Despite these desperate situations, no one follows basic protocols or ethically sound methodologies. Why does Ryan tell Cathy he’s a CIA analyst? How do the characters jump between settings without being stopped by authorities? Also, why doesn’t Harper tie off loose ends? Despite the nonsensical screenplay, Branagh’s direction is derivative of Sam Mendes, Martin Campbell, and Paul Greengrass’. The action sequences tumble and fall tirelessly. Shaking cameras and quick cuts distort the energetic set pieces. The standout sequence, involving Ryan and a heavy-set assassin, is a rare highlight. However, the motorcycle/car stunts and chases boost this movie’s schizophrenic tone. Punches, stabs, and bullet wounds add some impact. Shadow Recruit‘s cinematography and production design provide several eye-catching moments. Copying Skyfall‘s emphasis on nighttime sequences and mesmerising compositions, the immaculate settings and locations widen this banal action-thriller’s scope.

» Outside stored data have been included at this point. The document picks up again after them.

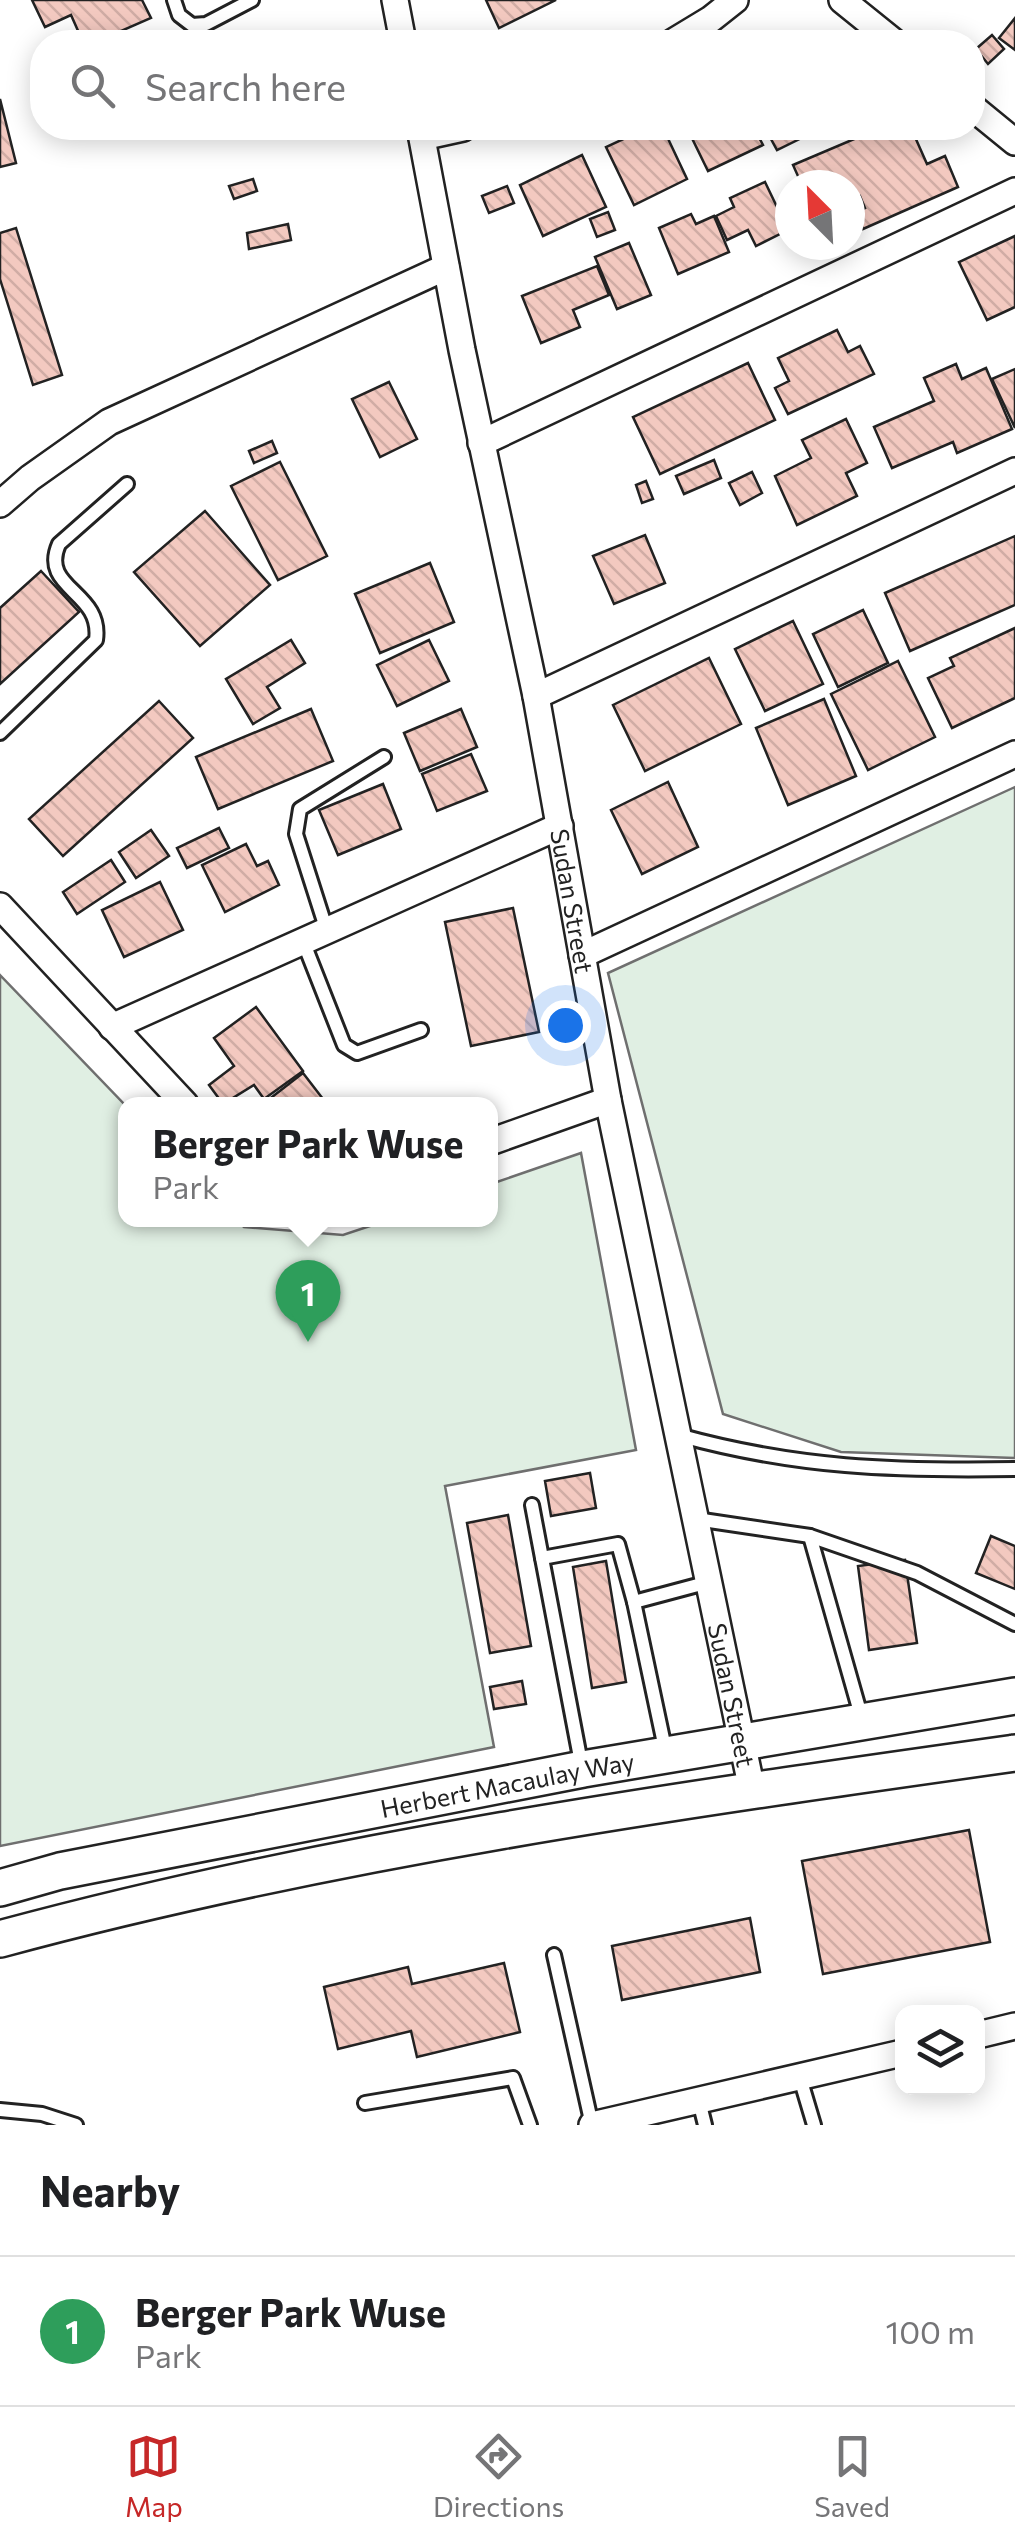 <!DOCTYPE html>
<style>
body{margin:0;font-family:Commissioner,sans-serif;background:#f6f6f6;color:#202124}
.controls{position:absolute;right:30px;bottom:30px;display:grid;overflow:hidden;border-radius:20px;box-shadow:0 5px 25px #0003}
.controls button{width:90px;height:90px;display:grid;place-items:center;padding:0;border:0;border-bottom:2px solid #e0e0e0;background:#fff;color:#202124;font:50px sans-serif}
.compass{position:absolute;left:775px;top:170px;width:90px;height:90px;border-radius:50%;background:#fff;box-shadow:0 5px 25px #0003;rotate:336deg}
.you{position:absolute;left:565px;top:1025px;width:35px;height:35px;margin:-25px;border:8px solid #fff;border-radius:50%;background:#1a73e8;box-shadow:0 0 0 15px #1a73e833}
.badge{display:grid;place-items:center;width:65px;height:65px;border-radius:50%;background:#c62828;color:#fff;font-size:32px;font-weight:700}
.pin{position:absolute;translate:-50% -82px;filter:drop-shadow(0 2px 5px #0008)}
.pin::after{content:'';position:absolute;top:52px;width:35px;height:30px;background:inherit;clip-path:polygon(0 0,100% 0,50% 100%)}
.popup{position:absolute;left:118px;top:1097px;width:380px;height:130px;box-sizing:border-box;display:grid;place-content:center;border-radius:20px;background:#fff;filter:drop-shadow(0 2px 8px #0005);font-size:32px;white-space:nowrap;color:#757577}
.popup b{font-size:38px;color:#202124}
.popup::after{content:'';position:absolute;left:50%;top:100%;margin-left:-20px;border:20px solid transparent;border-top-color:#fff}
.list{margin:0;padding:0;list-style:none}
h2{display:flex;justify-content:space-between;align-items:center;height:130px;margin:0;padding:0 40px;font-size:42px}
h2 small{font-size:32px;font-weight:400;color:#757577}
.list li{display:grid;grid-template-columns:65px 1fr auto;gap:30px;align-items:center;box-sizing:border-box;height:150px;padding:0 40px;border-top:2px solid #e0e0e0}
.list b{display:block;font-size:38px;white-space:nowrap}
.list p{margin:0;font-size:32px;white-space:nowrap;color:#757577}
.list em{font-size:32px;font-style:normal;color:#757577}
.icon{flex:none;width:55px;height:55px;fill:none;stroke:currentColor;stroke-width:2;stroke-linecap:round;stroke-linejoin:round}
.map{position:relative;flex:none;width:1015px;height:2125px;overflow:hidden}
.search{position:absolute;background:#fff;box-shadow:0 5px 25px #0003;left:30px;right:30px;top:30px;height:110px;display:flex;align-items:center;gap:25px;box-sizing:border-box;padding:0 35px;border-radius:40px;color:#757577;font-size:38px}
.sheet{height:280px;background:#fff}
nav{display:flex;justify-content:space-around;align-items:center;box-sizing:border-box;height:140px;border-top:2px solid #e0e0e0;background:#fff;font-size:28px;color:#757577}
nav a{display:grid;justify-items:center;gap:5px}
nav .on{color:#c62828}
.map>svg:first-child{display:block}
</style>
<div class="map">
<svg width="1015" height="2125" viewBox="0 0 1015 2125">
<defs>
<pattern id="building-back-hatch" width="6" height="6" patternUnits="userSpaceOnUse" patternTransform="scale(2.5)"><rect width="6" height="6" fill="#f3c9c0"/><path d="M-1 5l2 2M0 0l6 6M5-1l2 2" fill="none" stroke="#d0aca5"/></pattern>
</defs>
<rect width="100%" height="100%" fill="#fff"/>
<!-- park -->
<g fill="#e0efe3" stroke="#6f6f6f" stroke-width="2.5">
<polygon points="1015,787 1015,1458 841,1452 723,1414 608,973"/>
<polygon points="0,975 125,1105 126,1220 236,1220 244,1227 343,1235 388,1220 490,1220 491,1184 581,1153 636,1450 445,1486 494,1747 0,1846"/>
</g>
<!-- building -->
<g fill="url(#building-back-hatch)" stroke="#222" stroke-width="2.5">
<polygon points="32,0 142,0 151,18 96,42 83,42 71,15 45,27"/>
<polygon points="486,0 556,0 499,28"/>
<polygon points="1015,18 1015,50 999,38"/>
<polygon points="992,35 1004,49 988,64 976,49"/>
<polygon points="0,99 16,163 0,167"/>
<polygon points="647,128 663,128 687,179 634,205 606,147"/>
<polygon points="687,128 754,128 763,145 708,171"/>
<polygon points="765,128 822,128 777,150"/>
<polygon points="880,128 911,128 927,164 945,156 958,187 863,229 856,212 865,208 860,196 850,200 850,185 802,185 793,165"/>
<polygon points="582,155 606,207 543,236 520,185"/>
<polygon points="253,179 257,191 234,199 229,186"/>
<polygon points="765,182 788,230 756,246 748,230 727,240 716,216 734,207 730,198"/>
<polygon points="507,186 514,203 489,213 482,196"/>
<polygon points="608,212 615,230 597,237 590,219"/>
<polygon points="691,214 696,224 714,216 729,252 678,274 659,228"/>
<polygon points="288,224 291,240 249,249 247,233"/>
<polygon points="16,228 62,375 33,385 0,279 0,233"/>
<polygon points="1015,236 1015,307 987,320 959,262"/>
<polygon points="629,243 651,295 617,309 595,257"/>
<polygon points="597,266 609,295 573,310 580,327 541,343 522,296"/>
<polygon points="837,330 848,352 860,346 874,374 788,414 775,388 789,381 778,358"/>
<polygon points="748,363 775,420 660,474 633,417"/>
<polygon points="956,364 962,379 986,368 1012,429 957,453 953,442 892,468 874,427 934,401 924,378"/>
<polygon points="1015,369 1015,428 992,379"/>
<polygon points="389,382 417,439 380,457 352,399"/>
<polygon points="846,419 867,463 846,473 857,496 797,525 775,476 811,458 802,440"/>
<polygon points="272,441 277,453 254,463 249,451"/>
<polygon points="714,460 721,478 684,494 676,476"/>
<polygon points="280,462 327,556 278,580 231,486"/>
<polygon points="752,472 762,493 740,505 729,483"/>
<polygon points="646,481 653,499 642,503 636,485"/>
<polygon points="205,511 270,585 200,646 134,572"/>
<polygon points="645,535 665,583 614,604 593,556"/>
<polygon points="1015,536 1015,605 910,651 885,593"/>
<polygon points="430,563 454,622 380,653 355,594"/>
<polygon points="41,571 79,612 0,684 0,608"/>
<polygon points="863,610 888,663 838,687 813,634"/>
<polygon points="793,621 823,684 765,711 735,649"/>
<polygon points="1015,628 1015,698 952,728 928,678 954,666 950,658"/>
<polygon points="291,640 305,663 267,687 280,708 253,724 226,679"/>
<polygon points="429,640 449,681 397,706 377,665"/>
<polygon points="709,658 741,724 645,771 613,705"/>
<polygon points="898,661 935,737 868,770 831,694"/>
<polygon points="824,699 856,776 788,805 756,728"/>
<polygon points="159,701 193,738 63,856 29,819"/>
<polygon points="311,709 333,761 218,809 196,757"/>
<polygon points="461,709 477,747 420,771 404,733"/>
<polygon points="471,754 487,791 437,811 422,774"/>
<polygon points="668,782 698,847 642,874 611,810"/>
<polygon points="383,784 401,829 338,855 319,810"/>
<polygon points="219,828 229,848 187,868 177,848"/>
<polygon points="151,830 169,856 136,878 119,852"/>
<polygon points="246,844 257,866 268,861 279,885 225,912 202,865"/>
<polygon points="111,860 125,882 77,914 63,892"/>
<polygon points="160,882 183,930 124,957 102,910"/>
<polygon points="513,908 539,1032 471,1046 445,922"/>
<polygon points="256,1007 303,1071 264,1099 254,1085 223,1104 209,1085 234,1066 214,1038"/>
<polygon points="303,1073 323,1099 316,1104 263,1104"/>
<polygon points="590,1473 596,1508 551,1516 545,1481"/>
<polygon points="508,1515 531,1646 490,1653 467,1523"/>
<polygon points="991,1536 1015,1546 1015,1589 976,1573"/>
<polygon points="905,1560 917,1643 869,1650 858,1566"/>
<polygon points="606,1561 626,1682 592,1688 573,1567"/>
<polygon points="522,1681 526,1704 494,1709 490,1687"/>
<polygon points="969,1830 990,1942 823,1974 802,1861"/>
<polygon points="750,1918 760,1972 622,2000 612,1946"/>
<polygon points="504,1963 520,2032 417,2057 411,2031 338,2049 324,1987 408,1967 412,1984"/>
</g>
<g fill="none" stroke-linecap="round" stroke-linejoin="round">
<defs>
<g id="service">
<polyline points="174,0 179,15 192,25 206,24 252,0"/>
<path d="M0 733 96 640C103 591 39 589 59 544L127 484"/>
<polyline points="327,931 296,834 300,809 384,757"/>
<polyline points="303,941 344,1045 357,1053 421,1030"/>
<path d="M678 1435C797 1468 893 1471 1015 1469"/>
<polyline points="532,1505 542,1558"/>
<polyline points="696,1519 810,1536 917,1573 1015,1624"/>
<polyline points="810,1536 862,1719"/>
<polyline points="634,1602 709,1582"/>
<polyline points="582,1768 542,1558 618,1544 634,1602 666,1753"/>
<polyline points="554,1955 592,2125"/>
<polyline points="800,2078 814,2125"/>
<polyline points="699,2101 705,2125"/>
<polyline points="365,2103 513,2078 530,2125"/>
<polyline points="0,2110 42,2114 76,2125"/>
</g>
<g id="minor">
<polyline points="395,0 403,42"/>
<polyline points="842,0 894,42"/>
<polyline points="673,42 711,19 735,0"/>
<polyline points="972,107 1015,142"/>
<path id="s1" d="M420 128 462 350 536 696 608 1100 752 1790"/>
<polyline points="422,137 463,128"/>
<polyline points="481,443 1015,191"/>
<polyline points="0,504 30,478 109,422 446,267"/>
<polyline points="536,696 1015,471"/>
<polyline points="0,906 185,1104"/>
<polyline points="582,955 1015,754"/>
<polyline points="112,1027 560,826"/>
<polyline points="490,1142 608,1100"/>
<polyline points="978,2035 1015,2026"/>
<polyline points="592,2125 902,2053"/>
</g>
<g id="secondary">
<path id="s2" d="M0 1888 60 1871 583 1769 1015 1696"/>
<path d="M0 1939C332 1849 674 1801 1015 1753"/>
</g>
</defs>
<!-- service casing -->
<use href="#service" stroke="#222" stroke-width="18"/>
<!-- minor casing -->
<use href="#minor" stroke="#222" stroke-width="30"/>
<!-- secondary casing -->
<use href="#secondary" stroke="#222" stroke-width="40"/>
<!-- service -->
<use href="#service" stroke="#fff" stroke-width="12"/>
<!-- minor -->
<use href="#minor" stroke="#fff" stroke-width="25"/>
<!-- secondary -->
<use href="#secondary" stroke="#fff" stroke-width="35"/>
</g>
<g text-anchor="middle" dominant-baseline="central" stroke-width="8" stroke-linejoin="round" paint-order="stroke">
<!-- street labels -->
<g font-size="25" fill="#222" stroke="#fff">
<text stroke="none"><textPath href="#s1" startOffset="788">Sudan Street</textPath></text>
<text stroke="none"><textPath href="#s1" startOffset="1598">Sudan Street</textPath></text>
<text stroke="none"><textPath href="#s2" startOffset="518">Herbert Macaulay Way</textPath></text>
</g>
</g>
</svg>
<div class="controls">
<button><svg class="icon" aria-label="layers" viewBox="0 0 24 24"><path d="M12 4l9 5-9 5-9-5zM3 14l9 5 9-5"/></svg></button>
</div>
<svg class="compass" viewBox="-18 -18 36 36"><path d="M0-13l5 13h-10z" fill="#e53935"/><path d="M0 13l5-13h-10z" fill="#757577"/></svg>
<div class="you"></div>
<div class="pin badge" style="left:308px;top:1342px;background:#2e9e5b">1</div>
<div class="popup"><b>Berger Park Wuse</b>Park</div>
<div class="search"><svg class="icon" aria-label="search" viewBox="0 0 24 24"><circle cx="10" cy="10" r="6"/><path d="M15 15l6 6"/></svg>Search here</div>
</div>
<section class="sheet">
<h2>Nearby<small></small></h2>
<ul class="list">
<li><span class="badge" style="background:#2e9e5b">1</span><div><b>Berger Park Wuse</b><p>Park</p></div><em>100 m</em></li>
</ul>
</section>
<nav>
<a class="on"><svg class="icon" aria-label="map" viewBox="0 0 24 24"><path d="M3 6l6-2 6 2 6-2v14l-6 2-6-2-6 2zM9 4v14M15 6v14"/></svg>Map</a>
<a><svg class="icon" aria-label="directions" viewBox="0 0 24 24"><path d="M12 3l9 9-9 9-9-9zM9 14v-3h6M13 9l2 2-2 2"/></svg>Directions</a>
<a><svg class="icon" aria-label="saved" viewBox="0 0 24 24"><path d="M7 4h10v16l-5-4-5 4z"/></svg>Saved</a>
</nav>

In addition, the cast excels despite the derivative and underwhelming characterisations. Pine, sporting his Captain Kirk swagger full-time, is a charismatic and commendable on-screen presence. His boyish charm, physicality, and range solidify this engaging role. With smarter material, Pine could’ve cemented another major franchise. Costner’s resurgence delivers this intriguing and entertaining character. This impressive casting solidifies Ryan and Harper’s friendship. Branagh elevates his racially insensitive antagonistic character. With a thick accent and purposeful mannerisms, he overcomes the character’s wafer-thin motivations. However, Knightley awkwardly adjusts to her irritating and nosy character. On top of Knightley’s wavering accent, her character is a nonsensical and unnecessary hindrance.
Shadow Recruit, despite the glowing positives and immense potential, can’t overcome the genre’s overblown and stupefying conventions. With its been-there-done-that story, underdeveloped characters, and derivative direction, this action-thriller doesn’t delve beyond the surface. With this series’ more memorable instalments becoming action-movie gems, Shadow Recruit doesn’t match its predecessors or this century’s most influential spy-action flicks.